Output each record in full, exactly as it stands.

___ Record set ___

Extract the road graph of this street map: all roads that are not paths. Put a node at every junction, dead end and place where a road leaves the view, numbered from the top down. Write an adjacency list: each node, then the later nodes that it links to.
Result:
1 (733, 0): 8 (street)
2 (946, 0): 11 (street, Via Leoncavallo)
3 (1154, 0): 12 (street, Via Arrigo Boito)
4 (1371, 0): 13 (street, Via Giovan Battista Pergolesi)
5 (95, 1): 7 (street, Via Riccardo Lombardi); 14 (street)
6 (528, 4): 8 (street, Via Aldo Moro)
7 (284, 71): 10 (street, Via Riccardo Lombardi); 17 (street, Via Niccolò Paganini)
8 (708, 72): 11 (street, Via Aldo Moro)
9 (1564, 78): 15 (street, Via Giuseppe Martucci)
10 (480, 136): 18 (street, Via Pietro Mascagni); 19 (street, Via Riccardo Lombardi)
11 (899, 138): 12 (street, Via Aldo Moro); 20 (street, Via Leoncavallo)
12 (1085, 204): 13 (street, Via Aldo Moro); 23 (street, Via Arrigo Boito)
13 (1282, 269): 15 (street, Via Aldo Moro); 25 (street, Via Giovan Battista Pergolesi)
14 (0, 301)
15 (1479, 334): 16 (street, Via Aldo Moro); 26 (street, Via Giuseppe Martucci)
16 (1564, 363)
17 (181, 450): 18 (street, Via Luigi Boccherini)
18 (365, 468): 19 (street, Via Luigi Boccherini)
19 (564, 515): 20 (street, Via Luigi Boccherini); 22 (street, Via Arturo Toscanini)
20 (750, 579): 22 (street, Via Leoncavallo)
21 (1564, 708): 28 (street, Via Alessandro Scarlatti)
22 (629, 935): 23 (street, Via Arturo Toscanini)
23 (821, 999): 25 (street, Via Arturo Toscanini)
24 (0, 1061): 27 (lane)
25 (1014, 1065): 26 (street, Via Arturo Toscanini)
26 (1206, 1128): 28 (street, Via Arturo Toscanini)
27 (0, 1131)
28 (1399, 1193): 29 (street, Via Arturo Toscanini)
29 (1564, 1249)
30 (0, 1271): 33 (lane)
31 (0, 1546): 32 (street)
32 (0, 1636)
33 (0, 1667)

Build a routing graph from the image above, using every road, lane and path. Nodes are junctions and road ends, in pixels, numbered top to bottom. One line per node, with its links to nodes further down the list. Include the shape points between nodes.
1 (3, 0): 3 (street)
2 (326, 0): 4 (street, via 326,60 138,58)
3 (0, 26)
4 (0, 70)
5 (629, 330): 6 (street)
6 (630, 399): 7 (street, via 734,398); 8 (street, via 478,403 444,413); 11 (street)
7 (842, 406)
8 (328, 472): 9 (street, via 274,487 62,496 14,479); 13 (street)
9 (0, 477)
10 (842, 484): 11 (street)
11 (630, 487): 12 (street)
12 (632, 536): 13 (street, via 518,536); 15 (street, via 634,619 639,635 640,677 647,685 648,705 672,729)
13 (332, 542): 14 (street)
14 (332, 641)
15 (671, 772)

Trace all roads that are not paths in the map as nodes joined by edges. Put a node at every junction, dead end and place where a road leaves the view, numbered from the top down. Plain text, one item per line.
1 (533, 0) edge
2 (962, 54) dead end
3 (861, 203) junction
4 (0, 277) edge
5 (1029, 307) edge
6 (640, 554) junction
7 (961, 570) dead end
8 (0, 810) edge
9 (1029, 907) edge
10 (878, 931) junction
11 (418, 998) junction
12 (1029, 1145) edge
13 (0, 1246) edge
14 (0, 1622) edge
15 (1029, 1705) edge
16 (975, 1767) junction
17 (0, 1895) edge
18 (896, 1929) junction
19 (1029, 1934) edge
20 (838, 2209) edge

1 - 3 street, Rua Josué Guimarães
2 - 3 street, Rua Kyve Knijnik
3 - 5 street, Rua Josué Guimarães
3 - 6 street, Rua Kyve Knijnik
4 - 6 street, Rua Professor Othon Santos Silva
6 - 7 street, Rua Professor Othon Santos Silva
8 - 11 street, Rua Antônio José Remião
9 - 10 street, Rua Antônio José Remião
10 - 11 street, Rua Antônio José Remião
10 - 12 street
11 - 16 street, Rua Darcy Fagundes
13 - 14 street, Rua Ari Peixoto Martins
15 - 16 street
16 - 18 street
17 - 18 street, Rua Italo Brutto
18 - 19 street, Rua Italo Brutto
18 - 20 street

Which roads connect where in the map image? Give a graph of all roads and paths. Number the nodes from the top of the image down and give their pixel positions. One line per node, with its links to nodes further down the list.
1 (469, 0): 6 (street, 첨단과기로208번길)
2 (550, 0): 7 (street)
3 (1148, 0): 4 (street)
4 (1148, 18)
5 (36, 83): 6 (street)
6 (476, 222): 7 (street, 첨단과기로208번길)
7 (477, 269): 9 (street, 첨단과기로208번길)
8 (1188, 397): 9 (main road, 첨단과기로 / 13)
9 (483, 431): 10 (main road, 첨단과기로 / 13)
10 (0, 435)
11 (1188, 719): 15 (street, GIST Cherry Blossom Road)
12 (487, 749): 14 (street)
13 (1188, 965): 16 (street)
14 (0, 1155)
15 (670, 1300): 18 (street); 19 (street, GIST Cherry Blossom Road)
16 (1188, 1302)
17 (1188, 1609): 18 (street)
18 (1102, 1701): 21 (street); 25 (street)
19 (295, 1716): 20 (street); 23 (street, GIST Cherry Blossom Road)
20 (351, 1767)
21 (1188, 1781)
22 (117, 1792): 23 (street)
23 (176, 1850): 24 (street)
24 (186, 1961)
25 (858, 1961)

___

▶ [Response to the task]:
Extract the road graph of this street map: all roads that are not paths. Put a node at every junction, dead end and place where a road leaves the view, numbered from the top down. Write an adjacency list: each node, then the later nodes that it links to.
Result:
1 (733, 0): 8 (street)
2 (946, 0): 11 (street, Via Leoncavallo)
3 (1154, 0): 12 (street, Via Arrigo Boito)
4 (1371, 0): 13 (street, Via Giovan Battista Pergolesi)
5 (95, 1): 7 (street, Via Riccardo Lombardi); 14 (street)
6 (528, 4): 8 (street, Via Aldo Moro)
7 (284, 71): 10 (street, Via Riccardo Lombardi); 17 (street, Via Niccolò Paganini)
8 (708, 72): 11 (street, Via Aldo Moro)
9 (1564, 78): 15 (street, Via Giuseppe Martucci)
10 (480, 136): 18 (street, Via Pietro Mascagni); 19 (street, Via Riccardo Lombardi)
11 (899, 138): 12 (street, Via Aldo Moro); 20 (street, Via Leoncavallo)
12 (1085, 204): 13 (street, Via Aldo Moro); 23 (street, Via Arrigo Boito)
13 (1282, 269): 15 (street, Via Aldo Moro); 25 (street, Via Giovan Battista Pergolesi)
14 (0, 301)
15 (1479, 334): 16 (street, Via Aldo Moro); 26 (street, Via Giuseppe Martucci)
16 (1564, 363)
17 (181, 450): 18 (street, Via Luigi Boccherini)
18 (365, 468): 19 (street, Via Luigi Boccherini)
19 (564, 515): 20 (street, Via Luigi Boccherini); 22 (street, Via Arturo Toscanini)
20 (750, 579): 22 (street, Via Leoncavallo)
21 (1564, 708): 28 (street, Via Alessandro Scarlatti)
22 (629, 935): 23 (street, Via Arturo Toscanini)
23 (821, 999): 25 (street, Via Arturo Toscanini)
24 (0, 1061): 27 (lane)
25 (1014, 1065): 26 (street, Via Arturo Toscanini)
26 (1206, 1128): 28 (street, Via Arturo Toscanini)
27 (0, 1131)
28 (1399, 1193): 29 (street, Via Arturo Toscanini)
29 (1564, 1249)
30 (0, 1271): 33 (lane)
31 (0, 1546): 32 (street)
32 (0, 1636)
33 (0, 1667)

Build a routing graph from the image above, using every road, lane and path. Nodes are junctions and road ends, in pixels, numbered top to bottom. One line per node, with its links to nodes further down the list. Include the shape points between nodes.
1 (3, 0): 3 (street)
2 (326, 0): 4 (street, via 326,60 138,58)
3 (0, 26)
4 (0, 70)
5 (629, 330): 6 (street)
6 (630, 399): 7 (street, via 734,398); 8 (street, via 478,403 444,413); 11 (street)
7 (842, 406)
8 (328, 472): 9 (street, via 274,487 62,496 14,479); 13 (street)
9 (0, 477)
10 (842, 484): 11 (street)
11 (630, 487): 12 (street)
12 (632, 536): 13 (street, via 518,536); 15 (street, via 634,619 639,635 640,677 647,685 648,705 672,729)
13 (332, 542): 14 (street)
14 (332, 641)
15 (671, 772)

Trace all roads that are not paths in the map as nodes joined by edges. Put a node at every junction, dead end and place where a road leaves the view, numbered from the top down. Plain text, one item per line.
1 (533, 0) edge
2 (962, 54) dead end
3 (861, 203) junction
4 (0, 277) edge
5 (1029, 307) edge
6 (640, 554) junction
7 (961, 570) dead end
8 (0, 810) edge
9 (1029, 907) edge
10 (878, 931) junction
11 (418, 998) junction
12 (1029, 1145) edge
13 (0, 1246) edge
14 (0, 1622) edge
15 (1029, 1705) edge
16 (975, 1767) junction
17 (0, 1895) edge
18 (896, 1929) junction
19 (1029, 1934) edge
20 (838, 2209) edge

1 - 3 street, Rua Josué Guimarães
2 - 3 street, Rua Kyve Knijnik
3 - 5 street, Rua Josué Guimarães
3 - 6 street, Rua Kyve Knijnik
4 - 6 street, Rua Professor Othon Santos Silva
6 - 7 street, Rua Professor Othon Santos Silva
8 - 11 street, Rua Antônio José Remião
9 - 10 street, Rua Antônio José Remião
10 - 11 street, Rua Antônio José Remião
10 - 12 street
11 - 16 street, Rua Darcy Fagundes
13 - 14 street, Rua Ari Peixoto Martins
15 - 16 street
16 - 18 street
17 - 18 street, Rua Italo Brutto
18 - 19 street, Rua Italo Brutto
18 - 20 street

Which roads connect where in the map image? Give a graph of all roads and paths. Number the nodes from the top of the image down and give their pixel positions. One line per node, with its links to nodes further down the list.
1 (469, 0): 6 (street, 첨단과기로208번길)
2 (550, 0): 7 (street)
3 (1148, 0): 4 (street)
4 (1148, 18)
5 (36, 83): 6 (street)
6 (476, 222): 7 (street, 첨단과기로208번길)
7 (477, 269): 9 (street, 첨단과기로208번길)
8 (1188, 397): 9 (main road, 첨단과기로 / 13)
9 (483, 431): 10 (main road, 첨단과기로 / 13)
10 (0, 435)
11 (1188, 719): 15 (street, GIST Cherry Blossom Road)
12 (487, 749): 14 (street)
13 (1188, 965): 16 (street)
14 (0, 1155)
15 (670, 1300): 18 (street); 19 (street, GIST Cherry Blossom Road)
16 (1188, 1302)
17 (1188, 1609): 18 (street)
18 (1102, 1701): 21 (street); 25 (street)
19 (295, 1716): 20 (street); 23 (street, GIST Cherry Blossom Road)
20 (351, 1767)
21 (1188, 1781)
22 (117, 1792): 23 (street)
23 (176, 1850): 24 (street)
24 (186, 1961)
25 (858, 1961)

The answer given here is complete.